# How much running/cardio and when?



## tunafisherman (May 28, 2015)

So I typically like to add a little cardio to each of my workouts (i.e. 10-15 mins at a decent but not fast pace for running, or hitting the rowing machine for about the same time).  I have heard benefits of running pre workout and then also heard that post workout is best.  No, I will not do both.  What are your thoughts?


----------



## Beefcake (May 28, 2015)

A lot of people prefer to lift first then do cardio at the end.  Personally I've always liked getting the cardio out of the way first, break a sweat and then lift, it's just my thing.  If you're looking for weight loss, that's not enough time and you should be doing HIIT.  Ie. 1 minute fast walking, 1 minute slow.  If you're doing it just for cardio then that's fine.  What are your goals?


----------



## DocDePanda187123 (May 28, 2015)

Like POB has in his sig.....cardio?! No habla español. 

There's research out there showing how doing cardio too close to your lifting will hinder the adaptation to lifting. Try to separate them by a few hours or more and if not, do your lifting first then cardio so you have the energy to lift intensely.


----------



## Tren4Life (May 28, 2015)

Zero 



Zip 






Notta.


----------



## trodizzle (May 28, 2015)

tunafisherman said:


> So I typically like to add a little cardio to each of my workouts (i.e. 10-15 mins at a decent but not fast pace for running, or hitting the rowing machine for about the same time).  I have heard benefits of running pre workout and then also heard that post workout is best.  No, I will not do both.  What are your thoughts?



Depends on your goals. You trying to cut and burn off extra cals? If so, the running may help. You bulking up and trying to stay at a caloric surplus? If so, you may hinder yourself if you don't eat back those cals you burned. What's your training goal?


----------



## tunafisherman (May 28, 2015)

Stupid me should have put that in my first post....

I am not trying to lose weight or anything more than keep my cardio up--hard military habit to break I guess.  I just like being able to run a couple miles and not feel like I have climbed a mountain.  I just figured I would ask what people do, cardio first or last and their reasons behind it.


----------



## trodizzle (May 28, 2015)

tunafisherman said:


> Stupid me should have put that in my first post....
> 
> I am not trying to lose weight or anything more than keep my cardio up--hard military habit to break I guess.  I just like being able to run a couple miles and not feel like I have climbed a mountain.  I just figured I would ask what people do, cardio first or last and their reasons behind it.



I split them up.

I lift at lunch then do cardio later, after work if I'm doing both in one day as I'm too drained to do both back-to-back. On non-lifting days I fit it in whenever.

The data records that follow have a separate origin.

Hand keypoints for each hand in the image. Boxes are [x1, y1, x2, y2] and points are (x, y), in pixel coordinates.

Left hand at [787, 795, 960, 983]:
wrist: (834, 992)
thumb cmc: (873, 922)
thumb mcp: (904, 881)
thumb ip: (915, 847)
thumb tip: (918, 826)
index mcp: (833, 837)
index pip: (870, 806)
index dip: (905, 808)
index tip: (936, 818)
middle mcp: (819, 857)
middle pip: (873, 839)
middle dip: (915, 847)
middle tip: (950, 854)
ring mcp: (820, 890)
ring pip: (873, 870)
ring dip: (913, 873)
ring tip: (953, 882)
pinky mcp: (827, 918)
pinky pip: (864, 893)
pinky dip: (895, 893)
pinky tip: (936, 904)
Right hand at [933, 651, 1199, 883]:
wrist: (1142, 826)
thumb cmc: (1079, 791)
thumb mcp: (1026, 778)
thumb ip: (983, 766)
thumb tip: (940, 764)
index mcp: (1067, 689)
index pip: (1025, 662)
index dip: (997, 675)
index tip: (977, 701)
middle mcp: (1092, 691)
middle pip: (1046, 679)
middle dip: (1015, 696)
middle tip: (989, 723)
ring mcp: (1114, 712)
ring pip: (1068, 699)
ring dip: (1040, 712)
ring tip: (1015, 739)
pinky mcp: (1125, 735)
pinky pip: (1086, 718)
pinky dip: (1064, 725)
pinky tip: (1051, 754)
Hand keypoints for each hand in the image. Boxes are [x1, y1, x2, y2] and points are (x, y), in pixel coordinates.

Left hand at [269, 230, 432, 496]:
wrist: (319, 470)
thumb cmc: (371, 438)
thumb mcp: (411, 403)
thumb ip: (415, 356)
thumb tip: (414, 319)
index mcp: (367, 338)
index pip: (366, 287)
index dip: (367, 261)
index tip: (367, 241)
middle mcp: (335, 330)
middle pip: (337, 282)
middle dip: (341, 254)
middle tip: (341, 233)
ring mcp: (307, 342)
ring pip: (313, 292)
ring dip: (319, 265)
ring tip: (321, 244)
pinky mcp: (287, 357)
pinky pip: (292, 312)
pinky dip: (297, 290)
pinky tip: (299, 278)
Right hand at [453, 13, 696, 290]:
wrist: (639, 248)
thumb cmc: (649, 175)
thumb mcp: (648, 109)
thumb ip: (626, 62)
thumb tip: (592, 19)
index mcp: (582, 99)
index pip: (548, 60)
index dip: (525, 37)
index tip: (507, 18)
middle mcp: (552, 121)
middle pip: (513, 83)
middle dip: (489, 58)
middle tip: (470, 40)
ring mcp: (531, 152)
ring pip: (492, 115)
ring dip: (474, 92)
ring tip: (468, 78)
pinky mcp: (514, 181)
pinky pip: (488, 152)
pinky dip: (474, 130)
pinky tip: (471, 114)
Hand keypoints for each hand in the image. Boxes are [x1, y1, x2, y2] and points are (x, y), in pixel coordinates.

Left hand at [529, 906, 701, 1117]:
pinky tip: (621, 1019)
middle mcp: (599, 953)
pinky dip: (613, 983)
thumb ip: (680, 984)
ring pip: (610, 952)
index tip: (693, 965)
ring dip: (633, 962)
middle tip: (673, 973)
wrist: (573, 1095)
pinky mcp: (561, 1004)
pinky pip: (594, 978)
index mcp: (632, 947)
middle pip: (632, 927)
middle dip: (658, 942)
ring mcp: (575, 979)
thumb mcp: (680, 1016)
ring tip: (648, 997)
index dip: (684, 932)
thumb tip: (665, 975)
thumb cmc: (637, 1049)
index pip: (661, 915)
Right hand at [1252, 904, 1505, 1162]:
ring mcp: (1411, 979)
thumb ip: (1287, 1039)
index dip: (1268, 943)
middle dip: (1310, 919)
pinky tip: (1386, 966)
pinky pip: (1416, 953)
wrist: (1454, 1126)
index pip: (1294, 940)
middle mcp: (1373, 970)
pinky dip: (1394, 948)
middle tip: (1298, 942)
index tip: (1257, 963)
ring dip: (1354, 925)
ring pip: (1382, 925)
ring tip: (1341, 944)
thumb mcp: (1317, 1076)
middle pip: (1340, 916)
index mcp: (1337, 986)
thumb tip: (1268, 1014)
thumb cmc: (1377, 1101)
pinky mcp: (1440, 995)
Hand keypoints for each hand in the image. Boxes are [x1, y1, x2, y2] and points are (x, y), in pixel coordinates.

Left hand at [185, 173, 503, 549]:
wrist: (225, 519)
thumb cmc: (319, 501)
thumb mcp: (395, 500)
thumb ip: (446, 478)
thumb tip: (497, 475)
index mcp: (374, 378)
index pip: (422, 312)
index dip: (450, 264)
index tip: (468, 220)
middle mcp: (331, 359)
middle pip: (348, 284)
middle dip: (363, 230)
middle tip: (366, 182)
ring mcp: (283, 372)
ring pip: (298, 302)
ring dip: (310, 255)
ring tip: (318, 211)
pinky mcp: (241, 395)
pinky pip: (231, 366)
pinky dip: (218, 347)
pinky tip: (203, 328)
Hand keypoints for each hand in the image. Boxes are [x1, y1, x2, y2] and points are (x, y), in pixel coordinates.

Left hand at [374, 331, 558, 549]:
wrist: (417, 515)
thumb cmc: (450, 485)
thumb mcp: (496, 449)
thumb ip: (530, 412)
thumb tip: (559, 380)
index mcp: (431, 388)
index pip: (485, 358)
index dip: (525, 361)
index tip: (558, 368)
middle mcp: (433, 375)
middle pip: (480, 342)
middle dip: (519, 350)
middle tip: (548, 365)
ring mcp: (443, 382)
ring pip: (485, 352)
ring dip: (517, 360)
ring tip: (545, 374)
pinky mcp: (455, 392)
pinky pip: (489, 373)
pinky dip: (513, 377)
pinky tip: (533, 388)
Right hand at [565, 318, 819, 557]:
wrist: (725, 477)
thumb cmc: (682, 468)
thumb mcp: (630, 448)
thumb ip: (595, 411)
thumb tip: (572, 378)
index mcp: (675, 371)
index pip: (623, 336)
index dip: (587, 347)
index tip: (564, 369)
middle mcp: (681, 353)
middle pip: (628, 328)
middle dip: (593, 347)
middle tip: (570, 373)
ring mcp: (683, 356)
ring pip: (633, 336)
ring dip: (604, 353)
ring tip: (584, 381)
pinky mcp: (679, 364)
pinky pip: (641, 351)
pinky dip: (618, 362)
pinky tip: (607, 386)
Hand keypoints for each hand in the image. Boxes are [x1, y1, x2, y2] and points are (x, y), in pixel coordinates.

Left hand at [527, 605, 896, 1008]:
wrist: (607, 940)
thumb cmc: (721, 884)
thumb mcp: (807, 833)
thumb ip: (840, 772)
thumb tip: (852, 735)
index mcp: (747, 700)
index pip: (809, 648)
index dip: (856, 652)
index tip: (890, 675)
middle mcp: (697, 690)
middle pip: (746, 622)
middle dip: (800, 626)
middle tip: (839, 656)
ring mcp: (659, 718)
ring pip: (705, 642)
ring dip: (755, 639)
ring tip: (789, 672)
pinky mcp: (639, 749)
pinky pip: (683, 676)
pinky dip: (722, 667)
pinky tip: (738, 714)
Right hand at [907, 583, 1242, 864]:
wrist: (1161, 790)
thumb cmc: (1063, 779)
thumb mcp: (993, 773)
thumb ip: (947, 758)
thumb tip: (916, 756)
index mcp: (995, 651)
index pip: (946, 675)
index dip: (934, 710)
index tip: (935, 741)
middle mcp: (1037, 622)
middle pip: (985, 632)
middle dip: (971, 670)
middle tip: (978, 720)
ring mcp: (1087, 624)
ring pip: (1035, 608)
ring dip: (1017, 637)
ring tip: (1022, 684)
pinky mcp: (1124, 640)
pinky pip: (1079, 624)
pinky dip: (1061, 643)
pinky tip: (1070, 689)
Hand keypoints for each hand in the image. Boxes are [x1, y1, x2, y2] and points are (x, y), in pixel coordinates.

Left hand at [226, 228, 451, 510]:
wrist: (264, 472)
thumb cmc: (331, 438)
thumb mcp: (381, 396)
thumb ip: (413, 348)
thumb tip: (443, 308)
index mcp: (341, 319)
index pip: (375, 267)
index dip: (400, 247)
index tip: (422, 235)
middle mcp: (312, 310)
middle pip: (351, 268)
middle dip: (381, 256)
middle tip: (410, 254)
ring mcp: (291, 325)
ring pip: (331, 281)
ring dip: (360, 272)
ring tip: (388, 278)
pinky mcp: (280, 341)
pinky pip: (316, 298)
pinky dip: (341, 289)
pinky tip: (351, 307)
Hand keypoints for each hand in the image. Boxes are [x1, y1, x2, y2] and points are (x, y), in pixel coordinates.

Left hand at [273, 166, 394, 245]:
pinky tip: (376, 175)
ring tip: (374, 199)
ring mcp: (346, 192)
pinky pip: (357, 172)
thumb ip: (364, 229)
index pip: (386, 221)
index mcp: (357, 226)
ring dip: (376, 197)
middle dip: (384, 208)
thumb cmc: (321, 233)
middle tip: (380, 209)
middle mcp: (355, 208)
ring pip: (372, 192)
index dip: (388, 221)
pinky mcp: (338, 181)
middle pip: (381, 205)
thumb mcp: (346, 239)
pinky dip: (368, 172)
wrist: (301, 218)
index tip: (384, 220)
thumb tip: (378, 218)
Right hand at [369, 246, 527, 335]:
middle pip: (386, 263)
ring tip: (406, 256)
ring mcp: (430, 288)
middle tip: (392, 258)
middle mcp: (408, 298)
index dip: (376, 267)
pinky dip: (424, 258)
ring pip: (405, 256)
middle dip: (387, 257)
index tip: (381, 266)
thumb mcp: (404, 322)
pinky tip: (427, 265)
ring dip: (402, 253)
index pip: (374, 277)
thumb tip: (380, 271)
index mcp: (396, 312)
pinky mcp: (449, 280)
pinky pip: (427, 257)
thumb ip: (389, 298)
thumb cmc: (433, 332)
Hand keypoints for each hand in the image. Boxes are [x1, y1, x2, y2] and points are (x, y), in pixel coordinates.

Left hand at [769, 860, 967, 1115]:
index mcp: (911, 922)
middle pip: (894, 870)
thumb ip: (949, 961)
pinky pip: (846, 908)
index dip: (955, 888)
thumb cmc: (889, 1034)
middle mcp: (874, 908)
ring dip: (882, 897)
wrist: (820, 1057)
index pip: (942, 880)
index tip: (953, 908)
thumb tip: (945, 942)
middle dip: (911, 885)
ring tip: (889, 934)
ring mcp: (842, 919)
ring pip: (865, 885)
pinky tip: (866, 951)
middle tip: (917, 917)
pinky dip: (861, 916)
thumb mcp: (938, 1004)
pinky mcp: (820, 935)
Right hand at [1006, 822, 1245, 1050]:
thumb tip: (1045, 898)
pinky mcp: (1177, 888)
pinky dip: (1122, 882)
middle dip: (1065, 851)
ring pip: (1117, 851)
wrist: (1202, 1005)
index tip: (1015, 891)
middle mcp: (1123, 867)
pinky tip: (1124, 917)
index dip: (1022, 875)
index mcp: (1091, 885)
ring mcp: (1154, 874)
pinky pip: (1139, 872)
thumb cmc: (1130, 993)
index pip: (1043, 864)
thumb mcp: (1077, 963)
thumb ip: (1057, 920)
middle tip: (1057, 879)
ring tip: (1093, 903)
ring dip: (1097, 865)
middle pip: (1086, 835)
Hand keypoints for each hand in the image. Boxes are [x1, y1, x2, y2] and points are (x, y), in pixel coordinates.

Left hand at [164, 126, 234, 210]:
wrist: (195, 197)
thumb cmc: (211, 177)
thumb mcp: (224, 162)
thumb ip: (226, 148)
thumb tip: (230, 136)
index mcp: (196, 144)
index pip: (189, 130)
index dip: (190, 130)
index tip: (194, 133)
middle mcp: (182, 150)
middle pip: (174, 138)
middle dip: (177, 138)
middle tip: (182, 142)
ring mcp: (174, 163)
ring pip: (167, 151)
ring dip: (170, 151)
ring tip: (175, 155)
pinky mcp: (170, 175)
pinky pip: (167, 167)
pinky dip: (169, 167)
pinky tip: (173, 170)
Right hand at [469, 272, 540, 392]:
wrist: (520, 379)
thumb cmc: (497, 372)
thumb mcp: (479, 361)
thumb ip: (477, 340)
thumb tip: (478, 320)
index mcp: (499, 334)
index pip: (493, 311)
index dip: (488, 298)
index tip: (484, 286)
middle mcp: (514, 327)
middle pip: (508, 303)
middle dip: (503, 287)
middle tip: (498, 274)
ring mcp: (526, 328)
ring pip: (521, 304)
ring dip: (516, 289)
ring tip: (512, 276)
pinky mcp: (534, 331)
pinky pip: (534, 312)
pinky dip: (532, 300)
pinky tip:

I've lifted 15 days this month. I've ran a 5k 19 days this month. Lean and mean baby.


----------



## wabbitt (May 28, 2015)

If you deplete your glycogen reserves with cardio before you lift, I am thinking your lifting will suffer.  Personally, I don't run unless I am after somebody.


----------



## Itburnstopee (May 28, 2015)

Depends on your goals, cardiovascular health (should be a goal regardless) or fat loss or what? If you do it right after lifting you can better target fat loss. I've started doing 20 minutes of HIIT two days a week after workouts. Honestly you really can't go wrong so long as your nutrition is good (replace lost calories or don't if your goal is to reduce) and you're not doing it like 7 days a week for hours on end.


----------



## Revelations (Jun 23, 2015)

Cardio last in my opinion if your main goal is building muscle and you are just trying to keep your endurance going. My reasoning is not anything scientific.. You want the most power and energy for your lifts... cardio can deplete this.   30 min or less of LISS cardio 2-3 times a week enough for me, but man if you want to run than run. If your diet has the extra cals and you space it out after the weights I don't think its going to have a significant impact on your muscle gain. I used to be a cardio junkie and had no muscle so I dont like it as much anymore. When i do my LISS, I just give the tread a nice incline and walk at about 3.5-4 mph until I get my heart up to 120-130 bpm. Other than that ill play some racketball with a buddy every once in a while which gets my heartrate higher. 
Hope this helps!


----------